# Managed Bean - kein Fassade Pattern



## damien (9. Feb 2010)

Hallo,

warum kann man bei einem Managed Bean, das auf SessionBeans im AWK zugreift nicht vom Fassade-Pattern sprechen ?


----------



## maki (9. Feb 2010)

Das remote Interface der SessionBean ist die (Remote) Facade.
Die ManagedBean ist ein (View)Controller.


----------



## damien (9. Feb 2010)

maki hat gesagt.:


> Das remote Interface der SessionBean ist die (Remote) Facade.
> Die ManagedBean ist ein (View)Controller.



Gehen wir davon aus, dass es sich um ein Local Interface handelt, also kein Remote.

Ich hab in der Klausur geschrieben, dass es sich um eine Controller-Klasse nach dem MVC-Pattern handelt, die sich nur von der Weboberfläche aus aufrufen lässt.

Andere haben geschrieben, dass die Session Bean ja auch von Web-Services usw. aufgerufen werden kann, die MgdBean also keine Fassade ist.

Es gab einen Punkt für die Antwort, bin jetzt verunsichert wegen meiner Antwort.


----------



## maki (9. Feb 2010)

> Gehen wir davon aus, dass es sich um ein Local Interface handelt, also kein Remote.


Dann ist es halt keine remote Facade, sondern "nur" eine Facade... 

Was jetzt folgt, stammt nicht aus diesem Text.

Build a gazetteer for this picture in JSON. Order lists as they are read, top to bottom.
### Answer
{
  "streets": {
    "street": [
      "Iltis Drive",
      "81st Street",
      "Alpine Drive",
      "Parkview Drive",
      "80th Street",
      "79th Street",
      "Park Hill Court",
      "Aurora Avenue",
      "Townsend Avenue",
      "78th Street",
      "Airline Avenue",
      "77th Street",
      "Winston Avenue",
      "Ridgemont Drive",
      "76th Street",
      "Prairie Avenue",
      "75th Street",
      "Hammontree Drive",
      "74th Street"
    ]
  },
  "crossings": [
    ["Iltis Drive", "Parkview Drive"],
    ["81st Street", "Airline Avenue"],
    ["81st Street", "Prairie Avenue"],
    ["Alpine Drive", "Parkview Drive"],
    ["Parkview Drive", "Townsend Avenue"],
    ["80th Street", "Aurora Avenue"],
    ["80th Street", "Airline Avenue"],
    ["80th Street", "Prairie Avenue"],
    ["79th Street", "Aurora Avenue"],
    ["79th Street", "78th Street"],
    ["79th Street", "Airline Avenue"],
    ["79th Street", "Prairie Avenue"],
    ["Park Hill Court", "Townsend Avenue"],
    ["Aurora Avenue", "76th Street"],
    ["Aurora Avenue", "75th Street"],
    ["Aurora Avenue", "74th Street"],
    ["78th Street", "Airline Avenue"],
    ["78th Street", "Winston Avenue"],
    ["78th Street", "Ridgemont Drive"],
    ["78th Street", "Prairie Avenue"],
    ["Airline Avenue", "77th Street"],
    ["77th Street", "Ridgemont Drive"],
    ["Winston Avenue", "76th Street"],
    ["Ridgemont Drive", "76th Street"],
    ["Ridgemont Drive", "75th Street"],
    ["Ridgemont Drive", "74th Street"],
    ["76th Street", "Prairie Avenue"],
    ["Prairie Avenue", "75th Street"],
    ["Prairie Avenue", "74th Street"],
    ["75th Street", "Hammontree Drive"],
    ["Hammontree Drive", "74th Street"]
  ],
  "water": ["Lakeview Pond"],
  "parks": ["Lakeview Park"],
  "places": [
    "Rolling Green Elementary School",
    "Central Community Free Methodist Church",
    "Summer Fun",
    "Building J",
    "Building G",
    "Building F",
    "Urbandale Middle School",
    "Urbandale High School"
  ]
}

Eine ManageBean ist keine Facade, sondern ein Controller, manchmal auch nur ein Model, manchmal beides, aber niemals eine Facade


----------



## damien (9. Feb 2010)

Sagen wir, du müsstest die Klausur korrigieren, würdest du einen Punkt für meine Antwort geben ?


----------



## maki (9. Feb 2010)

*verschoben*

Ich würde dir definitiv keinen Punkt dafür geben dass du hier (Forum Softwareentwicklung) solche Fragen stellst 

Ich sagte doch bereits dass eine ManagedBean ein Controller und keine Facade ist, die beiden schliessen sich weder aus noch haben sie was gemeinsam.


----------



## damien (9. Feb 2010)

Alles klar, vielen Dank.

Bzgl. des Forums, dachte ich, da es sich um eine Patternfrage handelt.... Sorry.


----------



## maki (9. Feb 2010)

damien hat gesagt.:


> Bzgl. des Forums, dachte ich, da es sich um eine Patternfrage handelt.... Sorry.


Das war sie auch, bist du mich nach Punkten gefragt hast


----------